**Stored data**

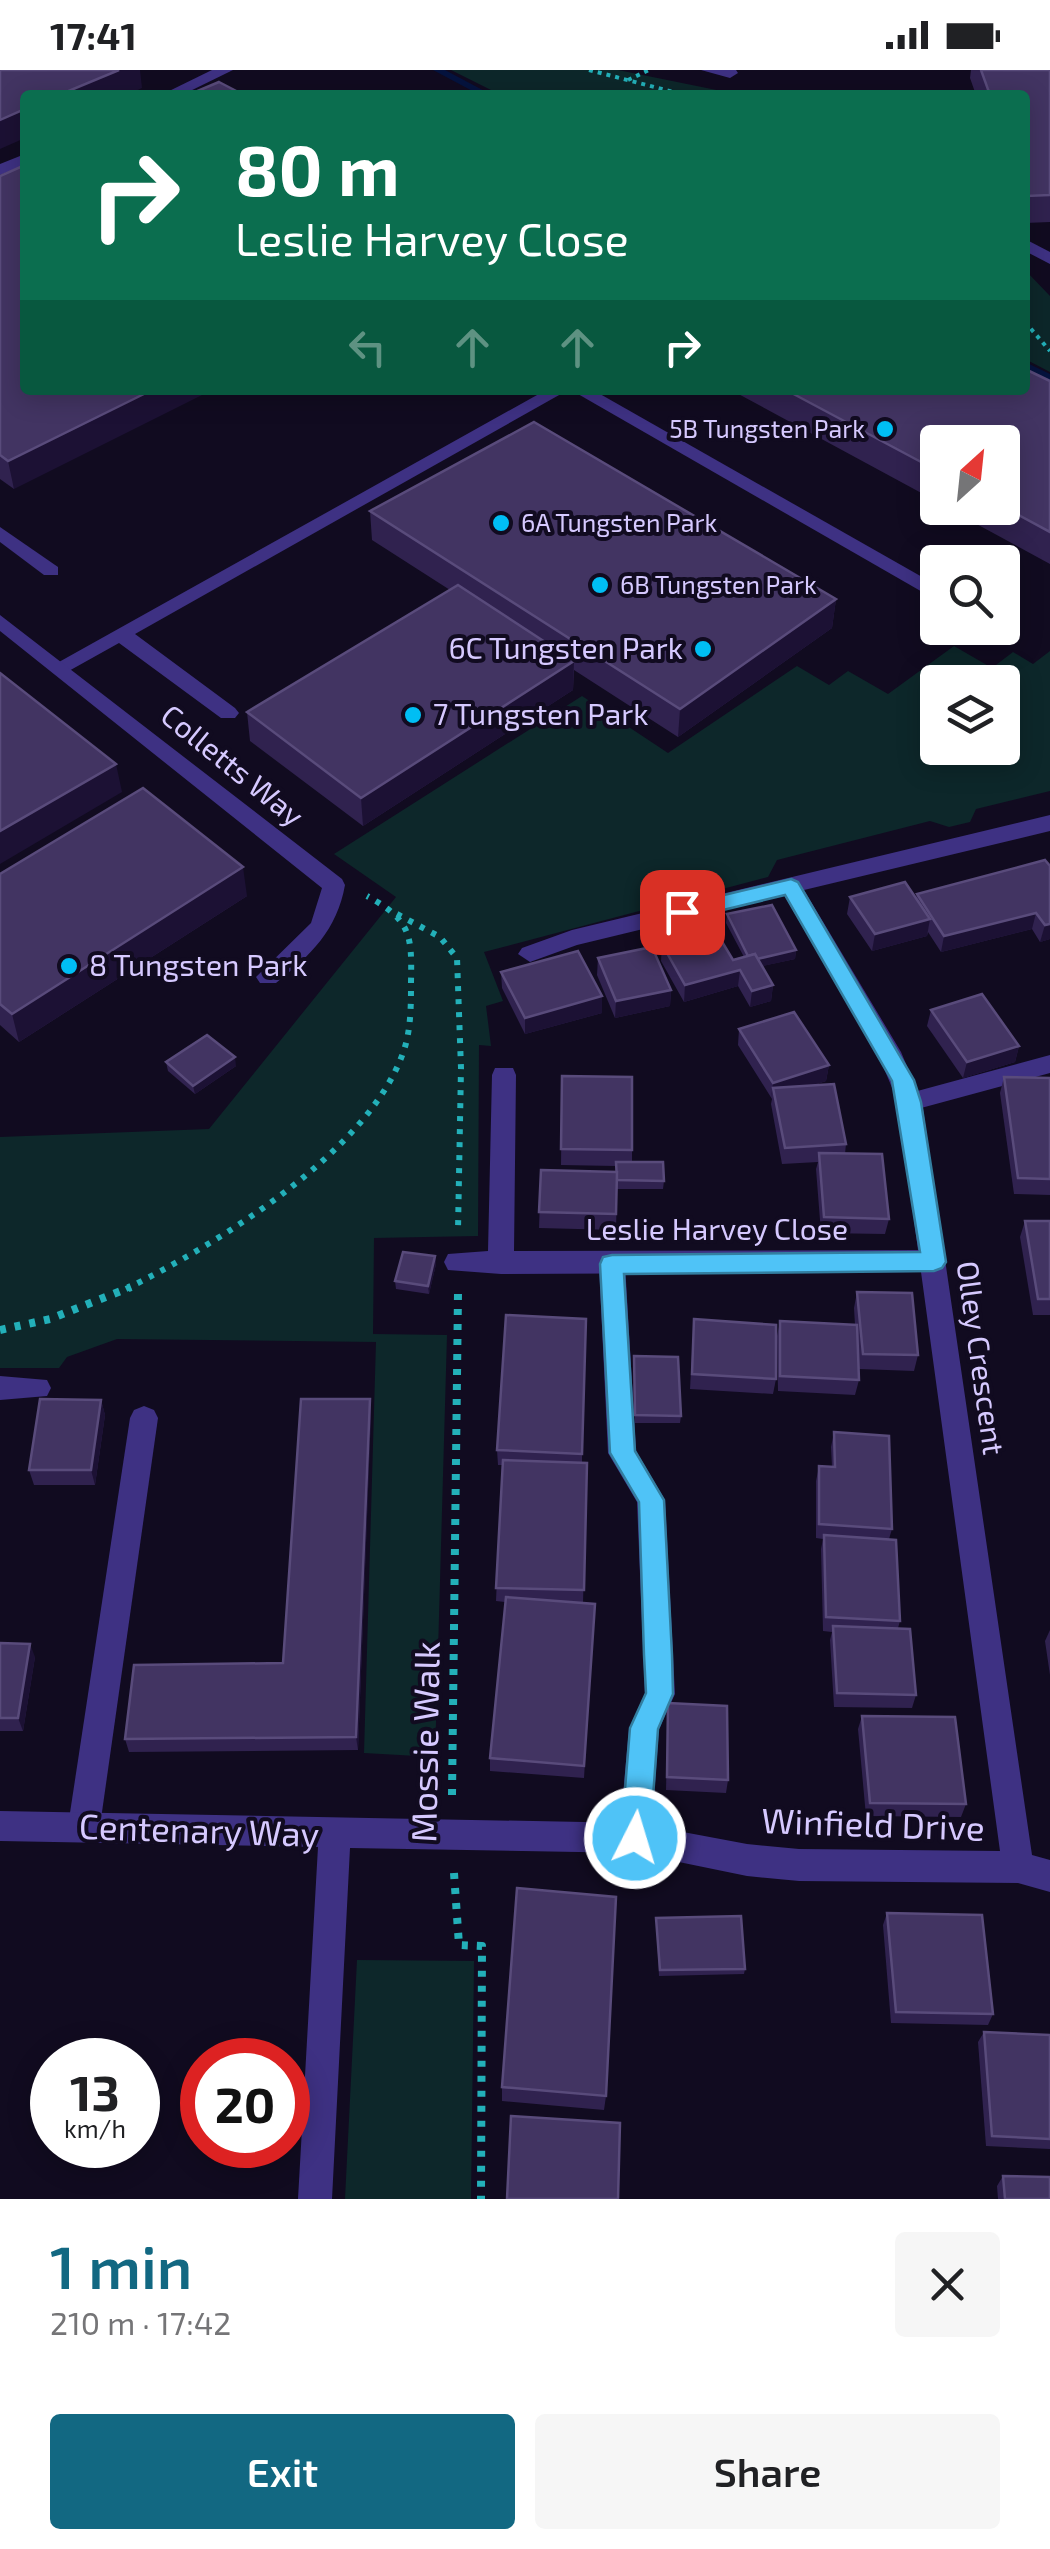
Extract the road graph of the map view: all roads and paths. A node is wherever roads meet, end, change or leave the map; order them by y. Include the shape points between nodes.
1 (224, 70) edge
2 (588, 70) edge
3 (649, 70) edge
4 (709, 70) edge
5 (730, 73) dead end
6 (627, 80) junction
7 (179, 90) edge
8 (666, 90) edge
9 (1030, 328) edge
10 (1050, 350) edge
11 (550, 395) edge
12 (589, 395) edge
13 (0, 533) edge
14 (51, 571) dead end
15 (920, 585) edge
16 (0, 621) edge
17 (120, 634) junction
18 (60, 667) junction
19 (228, 713) dead end
20 (1050, 822) edge
21 (334, 885) junction
22 (791, 887) junction
23 (397, 914) junction
24 (530, 954) dead end
25 (268, 977) dead end
26 (1050, 1064) edge
27 (504, 1075) dead end
28 (910, 1102) junction
29 (457, 1262) junction
30 (934, 1262) junction
31 (500, 1263) junction
32 (612, 1264) junction
33 (0, 1330) edge
34 (0, 1388) edge
35 (36, 1388) dead end
36 (144, 1418) dead end
37 (0, 1826) edge
38 (84, 1826) junction
39 (335, 1832) junction
40 (451, 1832) junction
41 (635, 1838) junction
42 (1018, 1867) junction
43 (1050, 1876) edge
44 (315, 2199) edge
45 (481, 2199) edge

1 - 7 street
2 - 6 path
3 - 6 path
4 - 5 street
6 - 8 path
9 - 10 path
11 - 17 street
12 - 15 street
13 - 14 street
16 - 18 street, Colletts Way
17 - 18 street
17 - 19 street
18 - 21 street, Colletts Way
20 - 22 street
21 - 23 path
21 - 25 street via 330,914 309,943
22 - 24 street via 572,938
22 - 28 street, Olley Crescent via 892,1058
23 - 29 path via 453,948 456,958
23 - 33 path via 412,934 402,1056 325,1160 261,1212 140,1282 88,1306
26 - 28 street
27 - 31 street
28 - 30 street, Olley Crescent
29 - 31 street, Leslie Harvey Close
29 - 40 path, Mossie Walk
30 - 32 street, Leslie Harvey Close
30 - 42 street, Olley Crescent
31 - 32 street, Leslie Harvey Close
32 - 41 street via 622,1453 652,1500 660,1694 644,1728
34 - 35 street
36 - 38 street
37 - 38 street, Centenary Way
38 - 39 street, Centenary Way
39 - 40 street, Winfield Drive
39 - 44 street, Centenary Way
40 - 41 street, Winfield Drive
40 - 45 path, Mossie Walk via 459,1946 482,1946
41 - 42 street, Winfield Drive via 799,1865
42 - 43 street, Winfield Drive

**Try it**
One exact copy of the data is required, and it should hold no pictures.

**Task response**
Extract the road graph of the map view: all roads and paths. A node is wherever roads meet, end, change or leave the map; order them by y. Include the shape points between nodes.
1 (224, 70) edge
2 (588, 70) edge
3 (649, 70) edge
4 (709, 70) edge
5 (730, 73) dead end
6 (627, 80) junction
7 (179, 90) edge
8 (666, 90) edge
9 (1030, 328) edge
10 (1050, 350) edge
11 (550, 395) edge
12 (589, 395) edge
13 (0, 533) edge
14 (51, 571) dead end
15 (920, 585) edge
16 (0, 621) edge
17 (120, 634) junction
18 (60, 667) junction
19 (228, 713) dead end
20 (1050, 822) edge
21 (334, 885) junction
22 (791, 887) junction
23 (397, 914) junction
24 (530, 954) dead end
25 (268, 977) dead end
26 (1050, 1064) edge
27 (504, 1075) dead end
28 (910, 1102) junction
29 (457, 1262) junction
30 (934, 1262) junction
31 (500, 1263) junction
32 (612, 1264) junction
33 (0, 1330) edge
34 (0, 1388) edge
35 (36, 1388) dead end
36 (144, 1418) dead end
37 (0, 1826) edge
38 (84, 1826) junction
39 (335, 1832) junction
40 (451, 1832) junction
41 (635, 1838) junction
42 (1018, 1867) junction
43 (1050, 1876) edge
44 (315, 2199) edge
45 (481, 2199) edge

1 - 7 street
2 - 6 path
3 - 6 path
4 - 5 street
6 - 8 path
9 - 10 path
11 - 17 street
12 - 15 street
13 - 14 street
16 - 18 street, Colletts Way
17 - 18 street
17 - 19 street
18 - 21 street, Colletts Way
20 - 22 street
21 - 23 path
21 - 25 street via 330,914 309,943
22 - 24 street via 572,938
22 - 28 street, Olley Crescent via 892,1058
23 - 29 path via 453,948 456,958
23 - 33 path via 412,934 402,1056 325,1160 261,1212 140,1282 88,1306
26 - 28 street
27 - 31 street
28 - 30 street, Olley Crescent
29 - 31 street, Leslie Harvey Close
29 - 40 path, Mossie Walk
30 - 32 street, Leslie Harvey Close
30 - 42 street, Olley Crescent
31 - 32 street, Leslie Harvey Close
32 - 41 street via 622,1453 652,1500 660,1694 644,1728
34 - 35 street
36 - 38 street
37 - 38 street, Centenary Way
38 - 39 street, Centenary Way
39 - 40 street, Winfield Drive
39 - 44 street, Centenary Way
40 - 41 street, Winfield Drive
40 - 45 path, Mossie Walk via 459,1946 482,1946
41 - 42 street, Winfield Drive via 799,1865
42 - 43 street, Winfield Drive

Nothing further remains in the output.